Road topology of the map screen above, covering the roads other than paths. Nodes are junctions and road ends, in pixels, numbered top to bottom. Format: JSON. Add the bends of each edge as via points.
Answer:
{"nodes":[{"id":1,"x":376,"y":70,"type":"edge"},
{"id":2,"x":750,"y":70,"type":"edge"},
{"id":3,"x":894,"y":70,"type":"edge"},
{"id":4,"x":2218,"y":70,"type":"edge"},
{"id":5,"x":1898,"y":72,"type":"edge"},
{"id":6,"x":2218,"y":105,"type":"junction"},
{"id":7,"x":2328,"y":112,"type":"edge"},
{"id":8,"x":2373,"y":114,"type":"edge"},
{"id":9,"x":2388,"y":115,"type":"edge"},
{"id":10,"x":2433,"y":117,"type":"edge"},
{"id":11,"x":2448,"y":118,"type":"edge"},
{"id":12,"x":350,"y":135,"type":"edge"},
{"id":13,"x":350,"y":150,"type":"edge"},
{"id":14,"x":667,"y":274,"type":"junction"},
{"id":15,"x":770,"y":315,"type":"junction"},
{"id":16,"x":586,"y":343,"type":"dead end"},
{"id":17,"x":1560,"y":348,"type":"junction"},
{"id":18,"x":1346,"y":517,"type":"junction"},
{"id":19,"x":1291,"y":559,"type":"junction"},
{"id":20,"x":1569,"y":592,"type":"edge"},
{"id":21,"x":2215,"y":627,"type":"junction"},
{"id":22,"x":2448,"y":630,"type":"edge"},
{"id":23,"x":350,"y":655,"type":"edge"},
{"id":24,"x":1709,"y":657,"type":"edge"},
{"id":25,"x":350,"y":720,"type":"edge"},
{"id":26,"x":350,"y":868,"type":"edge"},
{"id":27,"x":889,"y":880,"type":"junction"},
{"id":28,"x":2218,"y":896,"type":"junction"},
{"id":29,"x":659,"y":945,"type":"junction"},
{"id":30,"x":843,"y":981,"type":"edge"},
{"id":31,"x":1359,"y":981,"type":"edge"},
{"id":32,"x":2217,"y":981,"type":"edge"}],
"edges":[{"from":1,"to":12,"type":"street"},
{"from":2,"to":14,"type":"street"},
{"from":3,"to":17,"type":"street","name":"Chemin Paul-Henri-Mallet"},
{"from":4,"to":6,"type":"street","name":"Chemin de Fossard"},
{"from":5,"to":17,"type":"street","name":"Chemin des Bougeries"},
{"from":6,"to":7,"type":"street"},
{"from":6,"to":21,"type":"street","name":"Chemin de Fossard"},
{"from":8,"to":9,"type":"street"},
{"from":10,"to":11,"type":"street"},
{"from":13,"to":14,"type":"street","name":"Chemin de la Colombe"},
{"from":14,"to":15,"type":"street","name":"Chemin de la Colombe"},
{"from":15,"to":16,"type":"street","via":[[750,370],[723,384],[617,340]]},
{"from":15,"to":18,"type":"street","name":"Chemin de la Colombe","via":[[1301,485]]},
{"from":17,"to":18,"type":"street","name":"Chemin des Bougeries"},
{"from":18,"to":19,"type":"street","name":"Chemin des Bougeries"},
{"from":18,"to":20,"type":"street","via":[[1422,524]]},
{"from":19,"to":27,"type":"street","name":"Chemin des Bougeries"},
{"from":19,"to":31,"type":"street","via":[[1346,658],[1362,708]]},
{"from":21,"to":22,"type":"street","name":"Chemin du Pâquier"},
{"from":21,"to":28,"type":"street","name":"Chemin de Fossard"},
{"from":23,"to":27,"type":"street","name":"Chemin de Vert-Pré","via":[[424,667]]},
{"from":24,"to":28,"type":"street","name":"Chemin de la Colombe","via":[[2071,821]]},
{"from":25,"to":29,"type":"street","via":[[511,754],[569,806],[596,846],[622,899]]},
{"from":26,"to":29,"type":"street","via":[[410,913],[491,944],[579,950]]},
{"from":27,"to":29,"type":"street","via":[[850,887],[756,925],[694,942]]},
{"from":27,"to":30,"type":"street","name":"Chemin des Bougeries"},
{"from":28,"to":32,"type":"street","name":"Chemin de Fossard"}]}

-*-

Each entry above, in full, should be output exactly as it reads.

Answer below –
Road topology of the map screen above, covering the roads other than paths. Nodes are junctions and road ends, in pixels, numbered top to bottom. Format: JSON. Add the bends of each edge as via points.
Answer:
{"nodes":[{"id":1,"x":376,"y":70,"type":"edge"},
{"id":2,"x":750,"y":70,"type":"edge"},
{"id":3,"x":894,"y":70,"type":"edge"},
{"id":4,"x":2218,"y":70,"type":"edge"},
{"id":5,"x":1898,"y":72,"type":"edge"},
{"id":6,"x":2218,"y":105,"type":"junction"},
{"id":7,"x":2328,"y":112,"type":"edge"},
{"id":8,"x":2373,"y":114,"type":"edge"},
{"id":9,"x":2388,"y":115,"type":"edge"},
{"id":10,"x":2433,"y":117,"type":"edge"},
{"id":11,"x":2448,"y":118,"type":"edge"},
{"id":12,"x":350,"y":135,"type":"edge"},
{"id":13,"x":350,"y":150,"type":"edge"},
{"id":14,"x":667,"y":274,"type":"junction"},
{"id":15,"x":770,"y":315,"type":"junction"},
{"id":16,"x":586,"y":343,"type":"dead end"},
{"id":17,"x":1560,"y":348,"type":"junction"},
{"id":18,"x":1346,"y":517,"type":"junction"},
{"id":19,"x":1291,"y":559,"type":"junction"},
{"id":20,"x":1569,"y":592,"type":"edge"},
{"id":21,"x":2215,"y":627,"type":"junction"},
{"id":22,"x":2448,"y":630,"type":"edge"},
{"id":23,"x":350,"y":655,"type":"edge"},
{"id":24,"x":1709,"y":657,"type":"edge"},
{"id":25,"x":350,"y":720,"type":"edge"},
{"id":26,"x":350,"y":868,"type":"edge"},
{"id":27,"x":889,"y":880,"type":"junction"},
{"id":28,"x":2218,"y":896,"type":"junction"},
{"id":29,"x":659,"y":945,"type":"junction"},
{"id":30,"x":843,"y":981,"type":"edge"},
{"id":31,"x":1359,"y":981,"type":"edge"},
{"id":32,"x":2217,"y":981,"type":"edge"}],
"edges":[{"from":1,"to":12,"type":"street"},
{"from":2,"to":14,"type":"street"},
{"from":3,"to":17,"type":"street","name":"Chemin Paul-Henri-Mallet"},
{"from":4,"to":6,"type":"street","name":"Chemin de Fossard"},
{"from":5,"to":17,"type":"street","name":"Chemin des Bougeries"},
{"from":6,"to":7,"type":"street"},
{"from":6,"to":21,"type":"street","name":"Chemin de Fossard"},
{"from":8,"to":9,"type":"street"},
{"from":10,"to":11,"type":"street"},
{"from":13,"to":14,"type":"street","name":"Chemin de la Colombe"},
{"from":14,"to":15,"type":"street","name":"Chemin de la Colombe"},
{"from":15,"to":16,"type":"street","via":[[750,370],[723,384],[617,340]]},
{"from":15,"to":18,"type":"street","name":"Chemin de la Colombe","via":[[1301,485]]},
{"from":17,"to":18,"type":"street","name":"Chemin des Bougeries"},
{"from":18,"to":19,"type":"street","name":"Chemin des Bougeries"},
{"from":18,"to":20,"type":"street","via":[[1422,524]]},
{"from":19,"to":27,"type":"street","name":"Chemin des Bougeries"},
{"from":19,"to":31,"type":"street","via":[[1346,658],[1362,708]]},
{"from":21,"to":22,"type":"street","name":"Chemin du Pâquier"},
{"from":21,"to":28,"type":"street","name":"Chemin de Fossard"},
{"from":23,"to":27,"type":"street","name":"Chemin de Vert-Pré","via":[[424,667]]},
{"from":24,"to":28,"type":"street","name":"Chemin de la Colombe","via":[[2071,821]]},
{"from":25,"to":29,"type":"street","via":[[511,754],[569,806],[596,846],[622,899]]},
{"from":26,"to":29,"type":"street","via":[[410,913],[491,944],[579,950]]},
{"from":27,"to":29,"type":"street","via":[[850,887],[756,925],[694,942]]},
{"from":27,"to":30,"type":"street","name":"Chemin des Bougeries"},
{"from":28,"to":32,"type":"street","name":"Chemin de Fossard"}]}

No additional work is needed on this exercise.